▶ **Problem description**: Please give the entries again in full and exactly, without any picture.
[[ Task inputs open ]]
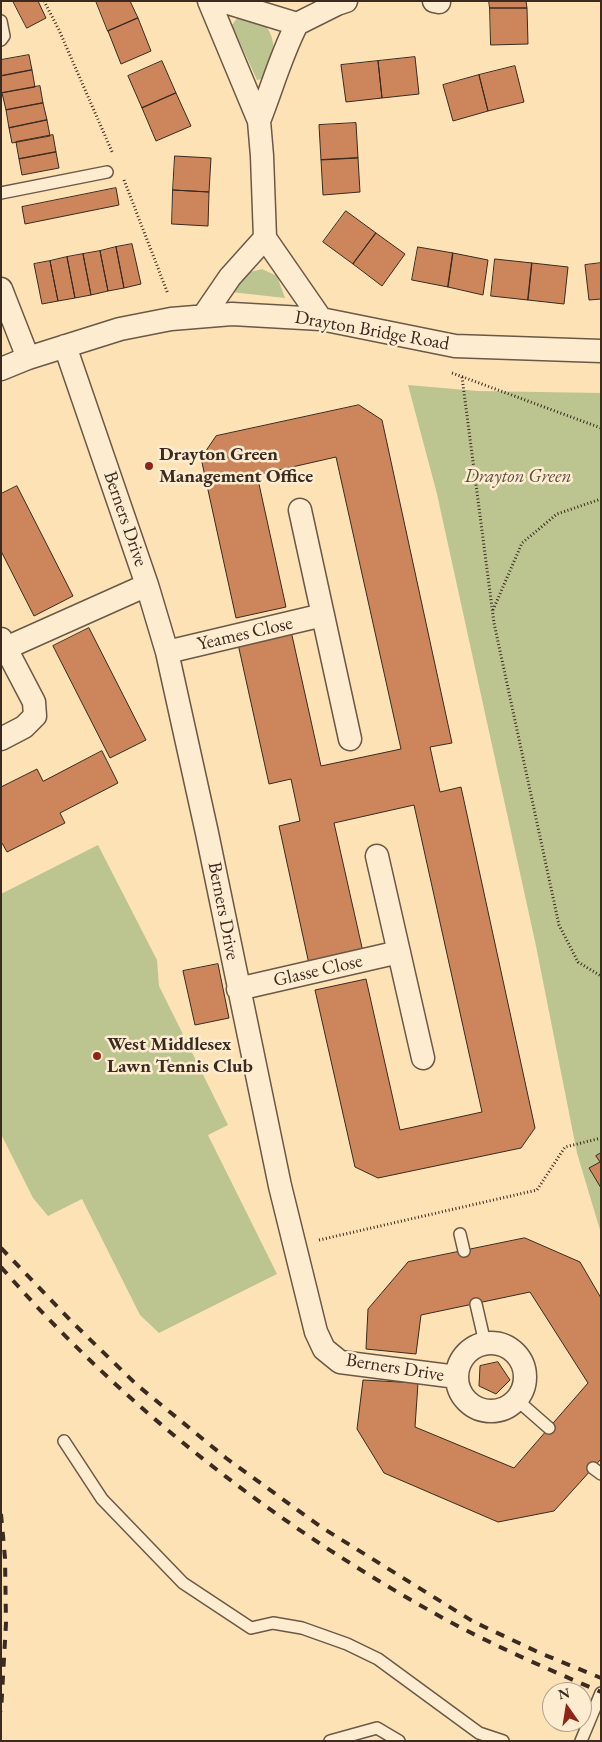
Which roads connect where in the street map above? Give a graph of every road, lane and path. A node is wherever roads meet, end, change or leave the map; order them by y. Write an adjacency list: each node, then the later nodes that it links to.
1 (209, 1): 7 (street)
2 (222, 1): 5 (street)
3 (346, 1): 5 (street)
4 (1, 21): 6 (lane)
5 (297, 24): 7 (street)
6 (1, 40)
7 (259, 121): 10 (street)
8 (107, 172): 9 (lane)
9 (1, 193)
10 (265, 238): 12 (street); 13 (street)
11 (2, 291): 16 (street)
12 (204, 315): 13 (street, Drayton Bridge Road); 14 (street, Drayton Bridge Road)
13 (321, 319): 15 (street, Drayton Bridge Road)
14 (65, 346): 16 (street, Drayton Bridge Road); 23 (street, Berners Drive)
15 (601, 351)
16 (28, 358): 17 (street, Drayton Bridge Road)
17 (1, 369)
18 (446, 371): 19 (path)
19 (462, 377): 20 (path); 25 (path)
20 (601, 428)
21 (601, 499): 25 (path)
22 (300, 510): 24 (street)
23 (148, 585): 26 (street); 27 (street, Berners Drive)
24 (323, 615): 27 (street, Yeames Close); 29 (street)
25 (494, 623): 32 (path)
26 (4, 644): 28 (street)
27 (166, 652): 33 (street, Berners Drive)
28 (1, 739)
29 (350, 739)
30 (376, 856): 31 (street)
31 (398, 952): 33 (street, Glasse Close); 34 (street)
32 (601, 976)
33 (238, 989): 37 (street, Berners Drive)
34 (422, 1058)
35 (601, 1138): 37 (path)
36 (460, 1234): 38 (lane)
37 (294, 1246): 41 (street, Berners Drive)
38 (464, 1251)
39 (476, 1304): 40 (lane)
40 (485, 1343): 41 (street, Berners Drive); 42 (street)
41 (457, 1377): 42 (street, Berners Drive)
42 (517, 1400): 43 (lane)
43 (549, 1428)
44 (64, 1441): 48 (lane)
45 (601, 1693): 49 (lane)
46 (330, 1741): 47 (lane)
47 (398, 1741)
48 (503, 1741)
49 (581, 1741)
[[ Task inputs closed ]]
▶ **Response to the exercise**:
Which roads connect where in the street map above? Give a graph of every road, lane and path. A node is wherever roads meet, end, change or leave the map; order them by y. Write an adjacency list: each node, then the later nodes that it links to.
1 (209, 1): 7 (street)
2 (222, 1): 5 (street)
3 (346, 1): 5 (street)
4 (1, 21): 6 (lane)
5 (297, 24): 7 (street)
6 (1, 40)
7 (259, 121): 10 (street)
8 (107, 172): 9 (lane)
9 (1, 193)
10 (265, 238): 12 (street); 13 (street)
11 (2, 291): 16 (street)
12 (204, 315): 13 (street, Drayton Bridge Road); 14 (street, Drayton Bridge Road)
13 (321, 319): 15 (street, Drayton Bridge Road)
14 (65, 346): 16 (street, Drayton Bridge Road); 23 (street, Berners Drive)
15 (601, 351)
16 (28, 358): 17 (street, Drayton Bridge Road)
17 (1, 369)
18 (446, 371): 19 (path)
19 (462, 377): 20 (path); 25 (path)
20 (601, 428)
21 (601, 499): 25 (path)
22 (300, 510): 24 (street)
23 (148, 585): 26 (street); 27 (street, Berners Drive)
24 (323, 615): 27 (street, Yeames Close); 29 (street)
25 (494, 623): 32 (path)
26 (4, 644): 28 (street)
27 (166, 652): 33 (street, Berners Drive)
28 (1, 739)
29 (350, 739)
30 (376, 856): 31 (street)
31 (398, 952): 33 (street, Glasse Close); 34 (street)
32 (601, 976)
33 (238, 989): 37 (street, Berners Drive)
34 (422, 1058)
35 (601, 1138): 37 (path)
36 (460, 1234): 38 (lane)
37 (294, 1246): 41 (street, Berners Drive)
38 (464, 1251)
39 (476, 1304): 40 (lane)
40 (485, 1343): 41 (street, Berners Drive); 42 (street)
41 (457, 1377): 42 (street, Berners Drive)
42 (517, 1400): 43 (lane)
43 (549, 1428)
44 (64, 1441): 48 (lane)
45 (601, 1693): 49 (lane)
46 (330, 1741): 47 (lane)
47 (398, 1741)
48 (503, 1741)
49 (581, 1741)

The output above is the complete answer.